31 décembre 2020 à 18:46
Rachel
@vz, Je pense que l’essentiel est effectivement l’accueil des étudiants. Franchement, on s’en fout un peu du JO, non ? mais ça va être un vrai casse-tête et certainement bien trop tard pour sauver le premier semestre pour ceux qui sont en difficulté. Moi j’ai terminé mes cours … il ne reste plus que l’examen final qui doit se faire la première semaine de janvier.
2 janvier 2021 à 20:48
vz
L’accueil des étudiants est essentiel et le faire dans les règles aussi. Ce n’est pas très compliqué de modifier un décret et le gouvernement l’a démontré maintes fois ces derniers temps. Si on se fout des règles, pour quelle raison avons-nous cessé d’accueillir les étudiants ? Se moquer des règles, c’est accepter que tout se fasse illégalement à tous les niveaux (accueil des étudiants, organisation des examens, élections, promotion, recrutement, etc.).
3 janvier 2021 à 15:43
Rachel
Oui bien entendu il faut respecter les règles, mais n’est-on pas là sur un retard de publication d’un décret, donc sur un retard purement administratif ? Serait-on vraiment hors la loi si on faisait dès demain un accueil selon la circulaire du 19 décembre ?
3 janvier 2021 à 16:47
Gueux
En théorie, bien sûr qu’il faudrait respecter les règles. En pratique, si on applique toutes les règles à la lettre, et bien rien, absolument rien, ne peut fonctionner dans l’ESR. Donc, pour que les choses fonctionnent à peu près, la première règle à respecter est de ne justement pas respecter les règles. ESR = organisation schizophrène.
9 janvier 2021 à 08:56
vz
Oui, accueillir les étudiants sur la base d’une circulaire dont l’application est conditionnée à la modification du décret du 29 oct. 2020, c’est être hors la loi (avec d’ailleurs des sanctions pénales potentiellement applicables).

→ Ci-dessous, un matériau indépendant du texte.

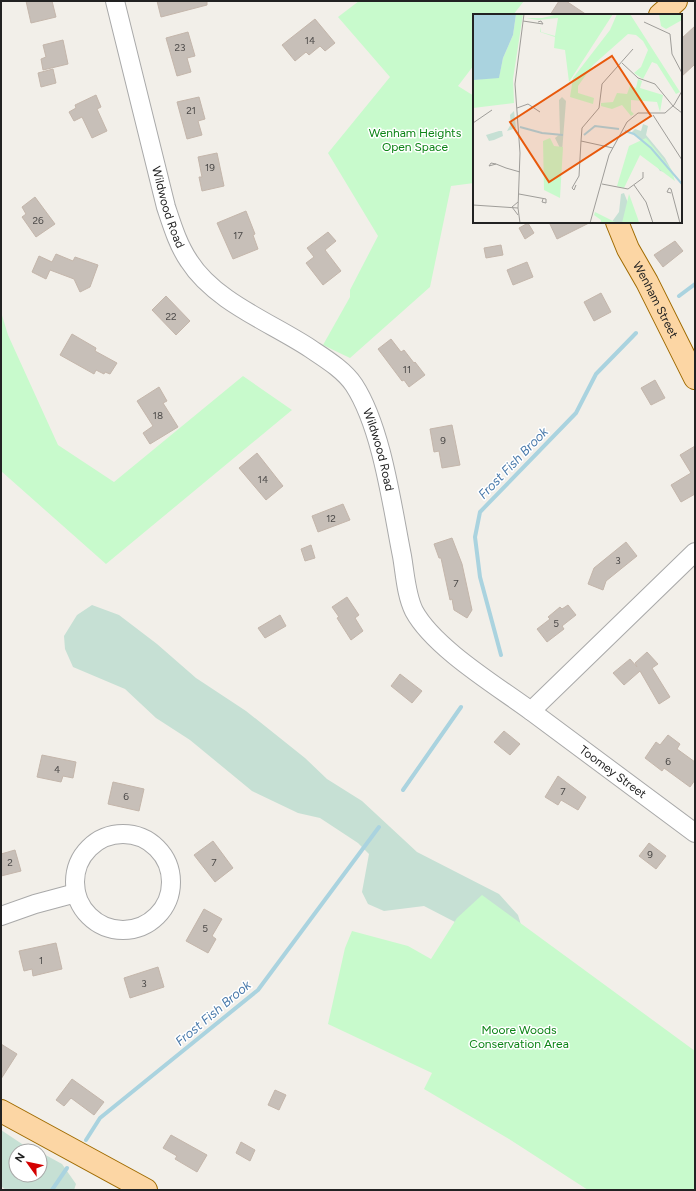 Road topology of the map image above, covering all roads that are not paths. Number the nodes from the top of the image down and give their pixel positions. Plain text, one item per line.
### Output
1 (115, 1) edge
2 (676, 1) edge
3 (661, 14) edge
4 (617, 223) edge
5 (695, 378) edge
6 (695, 552) edge
7 (531, 711) junction
8 (695, 833) edge
9 (76, 893) junction
10 (1, 916) edge
11 (1, 1112) edge
12 (146, 1190) edge

1 - 7 street, Wildwood Road
2 - 3 main road
4 - 5 main road, Wenham Street
6 - 7 street
7 - 8 street, Toomey Street
9 - 9 street
9 - 10 street
11 - 12 main road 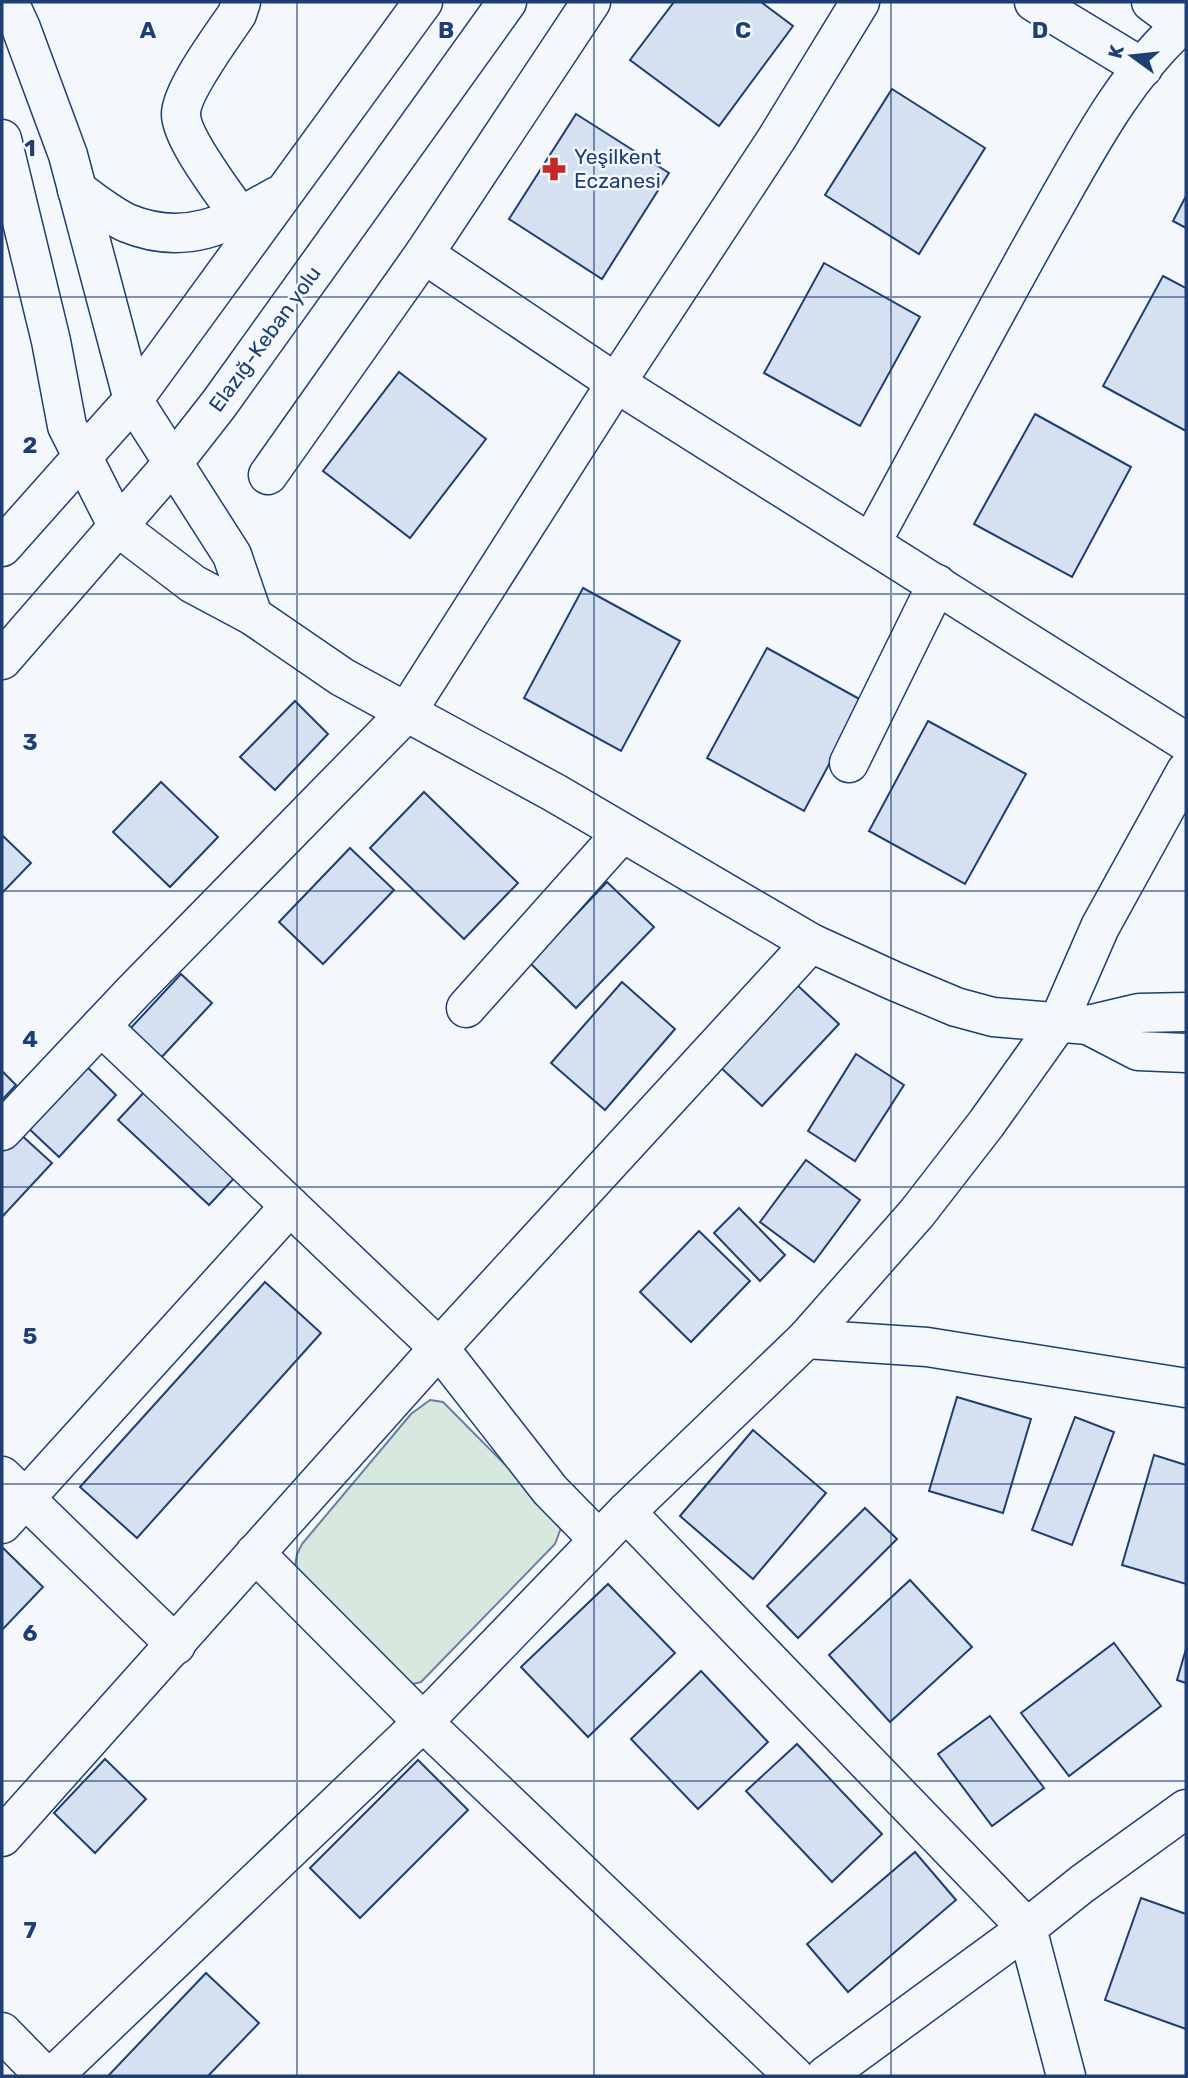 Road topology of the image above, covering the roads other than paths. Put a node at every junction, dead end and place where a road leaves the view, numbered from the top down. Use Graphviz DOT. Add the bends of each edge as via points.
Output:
graph roads {
  1 [pos="9,2"];
  2 [pos="241,2"];
  3 [pos="423,2"];
  4 [pos="507,2"];
  5 [pos="591,2"];
  6 [pos="860,2"];
  7 [pos="1034,2"];
  8 [pos="1151,2"];
  9 [pos="1184,23"];
  10 [pos="1143,68"];
  11 [pos="2,139"];
  12 [pos="77,190"];
  13 [pos="285,191"];
  14 [pos="240,217"];
  15 [pos="424,254"];
  16 [pos="616,383"];
  17 [pos="133,401"];
  18 [pos="83,457"];
  19 [pos="172,464"];
  20 [pos="268,475"];
  21 [pos="118,527"];
  22 [pos="872,543"];
  23 [pos="2,547"];
  24 [pos="937,584"];
  25 [pos="253,616"];
  26 [pos="2,660"];
  27 [pos="406,713"];
  28 [pos="1186,742"];
  29 [pos="849,763"];
  30 [pos="1186,771"];
  31 [pos="622,833"];
  32 [pos="811,943"];
  33 [pos="466,1008"];
  34 [pos="1186,1012"];
  35 [pos="1073,1024"];
  36 [pos="101,1026"];
  37 [pos="1186,1053"];
  38 [pos="2,1131"];
  39 [pos="290,1206"];
  40 [pos="806,1339"];
  41 [pos="439,1348"];
  42 [pos="1186,1388"];
  43 [pos="10,1500"];
  44 [pos="626,1512"];
  45 [pos="599,1540"];
  46 [pos="255,1553"];
  47 [pos="176,1645"];
  48 [pos="423,1722"];
  49 [pos="1186,1809"];
  50 [pos="2,1837"];
  51 [pos="1027,1928"];
  52 [pos="2,2032"];
  53 [pos="45,2076"];
  54 [pos="53,2076"];
  55 [pos="793,2076"];
  56 [pos="825,2076"];
  57 [pos="1066,2076"];
  1 -- 12 [label="main road"];
  2 -- 14 [label="main road" via="187,94 181,113 186,135"];
  3 -- 13 [label="main road"];
  4 -- 19 [label="main road, Elazığ-Keban yolu"];
  5 -- 15 [label="main road"];
  6 -- 16 [label="main road"];
  7 -- 10 [label="main road"];
  8 -- 9 [label="main road"];
  9 -- 10 [label="main road"];
  10 -- 22 [label="main road" via="1083,157"];
  11 -- 18 [label="main road" via="67,426"];
  12 -- 14 [label="main road" via="126,222 153,230 182,234"];
  12 -- 17 [label="main road"];
  13 -- 14 [label="main road"];
  13 -- 17 [label="main road"];
  15 -- 16 [label="main road"];
  15 -- 20 [label="main road"];
  16 -- 22 [label="main road"];
  16 -- 27 [label="main road"];
  17 -- 18 [label="main road"];
  17 -- 19 [label="main road"];
  18 -- 21 [label="main road"];
  18 -- 23 [label="main road"];
  19 -- 21 [label="main road, Elazığ-Keban yolu"];
  19 -- 25 [label="main road" via="232,555"];
  21 -- 25 [label="main road" via="193,584"];
  21 -- 26 [label="main road, Elazığ-Keban yolu"];
  22 -- 24 [label="main road"];
  24 -- 28 [label="main road"];
  24 -- 29 [label="main road"];
  25 -- 27 [label="main road" via="342,677"];
  27 -- 31 [label="main road"];
  27 -- 36 [label="main road"];
  30 -- 35 [label="main road" via="1100,927"];
  31 -- 32 [label="main road"];
  31 -- 33 [label="main road"];
  32 -- 35 [label="main road" via="956,1007 993,1017"];
  32 -- 41 [label="main road"];
  34 -- 35 [label="main road" via="1139,1013"];
  35 -- 37 [label="main road" via="1138,1051"];
  35 -- 40 [label="main road"];
  36 -- 38 [label="main road"];
  36 -- 39 [label="main road"];
  39 -- 41 [label="main road"];
  39 -- 43 [label="main road"];
  40 -- 42 [label="main road" via="927,1347"];
  40 -- 44 [label="main road"];
  41 -- 45 [label="main road" via="550,1490"];
  41 -- 46 [label="main road"];
  43 -- 47 [label="main road"];
  44 -- 45 [label="main road"];
  44 -- 51 [label="main road"];
  45 -- 48 [label="main road"];
  46 -- 47 [label="main road"];
  46 -- 48 [label="main road"];
  47 -- 50 [label="main road"];
  48 -- 54 [label="main road"];
  48 -- 55 [label="main road"];
  49 -- 51 [label="main road"];
  51 -- 56 [label="main road"];
  51 -- 57 [label="main road"];
  52 -- 53 [label="main road"];
}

Le retard n’est pas purement administratif. Il faut prendre en outre en compte que le décret du 29 oct. 2020 a été modifié x fois depuis son adoption (hier encore), sans jamais que l’article 34, restreignant l’accueil des étudiants au sein des Universités, ne soit modifié. Pour quelles raisons ? C’est un mystère.
Comme le sait parfaitement par ailleurs Anne-Sophie Barthez, professeure de droit privé, qui a signé cette circulaire, celle-ci ne constitue pas une base juridique suffisante. La modification du décret d’abord, puis éventuellement une circulaire, tel est l’ordre des choses.

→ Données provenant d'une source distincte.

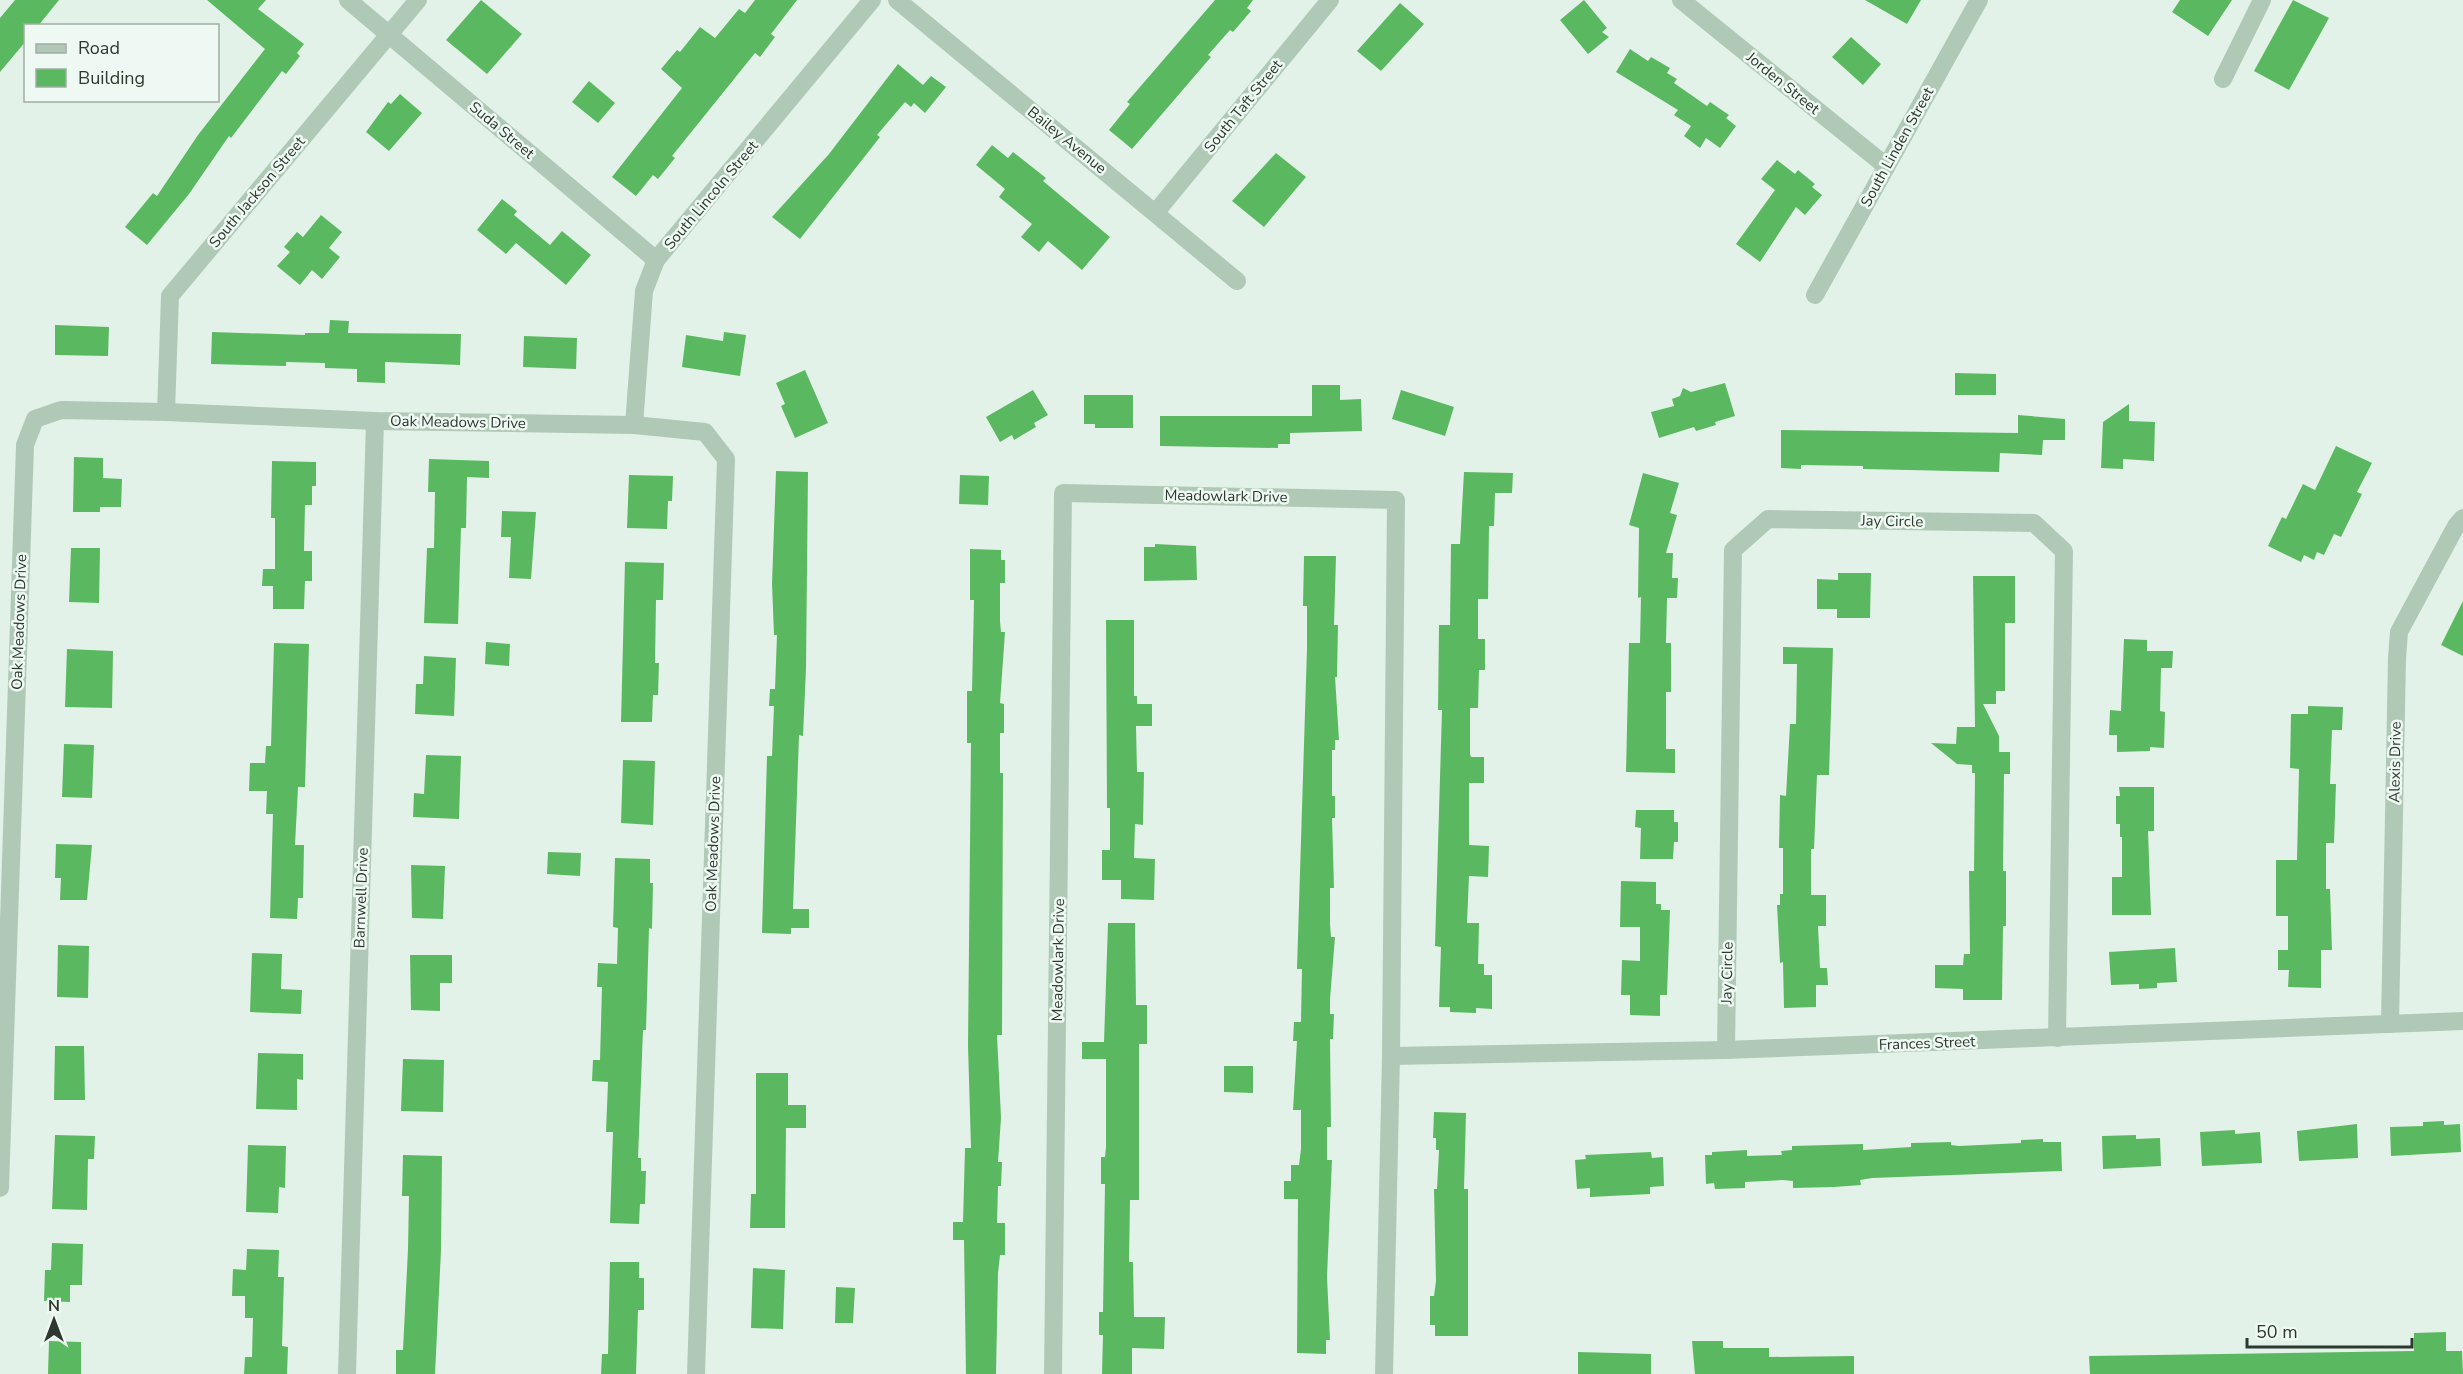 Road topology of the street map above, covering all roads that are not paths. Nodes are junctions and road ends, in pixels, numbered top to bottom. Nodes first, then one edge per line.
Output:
1 (348, 0) edge
2 (418, 0) edge
3 (872, 0) edge
4 (897, 0) edge
5 (1330, 0) edge
6 (1681, 0) edge
7 (1979, 0) edge
8 (2262, 0) edge
9 (389, 34) junction
10 (2223, 79) dead end
11 (1886, 166) junction
12 (1156, 213) junction
13 (656, 260) junction
14 (1237, 281) dead end
15 (1815, 295) dead end
16 (166, 412) junction
17 (375, 421) junction
18 (634, 425) junction
19 (2463, 518) edge
20 (2463, 1021) edge
21 (2390, 1024) junction
22 (2057, 1038) junction
23 (1726, 1050) junction
24 (1391, 1056) junction
25 (0, 1188) edge
26 (346, 1374) edge
27 (696, 1374) edge
28 (1053, 1374) edge
29 (1384, 1374) edge

1 - 9 street, Suda Street
2 - 9 street, South Jackson Street
3 - 13 street, South Lincoln Street
4 - 12 street, Bailey Avenue
5 - 12 street, South Taft Street
6 - 11 street, Jorden Street
7 - 11 street, South Linden Street
8 - 10 street
9 - 13 street, Suda Street
9 - 16 street, South Jackson Street
11 - 15 street, South Linden Street
12 - 14 street, Bailey Avenue
13 - 18 street, South Lincoln Street
16 - 17 street, Oak Meadows Drive
16 - 25 street, Oak Meadows Drive
17 - 18 street, Oak Meadows Drive
17 - 26 street, Barnwell Drive
18 - 27 street, Oak Meadows Drive
19 - 21 street, Alexis Drive
20 - 21 street, Frances Street
21 - 22 street, Frances Street
22 - 23 street, Frances Street
22 - 23 street, Jay Circle
23 - 24 street, Frances Street
24 - 28 street, Meadowlark Drive
24 - 29 street, Meadowlark Drive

Il est d’ailleurs plus qu’inquiétant de constater que le MESRI s’assied sur les règles juridiques. Quel bel exemple ! A quoi bon pondre autant de lois, de décrets et d’arrêtés si c’est pour au final en faire abstraction ? L’anarchie, c’est ce que prône le MESRI ?
Quant à écrire « en théorie, il faut respecter, en pratique, ce n’est pas possible », c’est une antienne. Cela apaise la conscience de celui qui s’est déjà mis dans cette situation (« personne ne respecte les règles, y compris le ministère. Pourquoi moi ? »).
9 janvier 2021 à 19:47
Gueux
Ce qui apaise la conscience, c’est plutôt de pouvoir se dédouaner faute de directives claires et précises sur « comment faire son lit au carré », laissant des collègues « monter au front », et s’adapter comme ils peuvent aux circonstances avec les moyens du bord.
9 janvier 2021 à 20:56
vz
Si vous reprenez le fil des commentaires, vous y lirez que je ne souhaite qu’une chose : la reprise et le plus simplement et rapidement possible, comme dans les lycées. Et il ne s’agît pas d’avoir des directives claires et précises (elles sont dans la circulaire) mais des règles légales laissant une large marge de manœuvre aux Universités comme en ont les lycées. Cette reprise doit se faire conformément à un texte que le gvt pt très simplement modifier (le décret en question a déjà été modifié x fois. Pourquoi est-ce si compliqué pour les Universités ?). « Monter au front », c’est aussi agir pour que le gvt prenne ses responsabilités et modifie ce texte.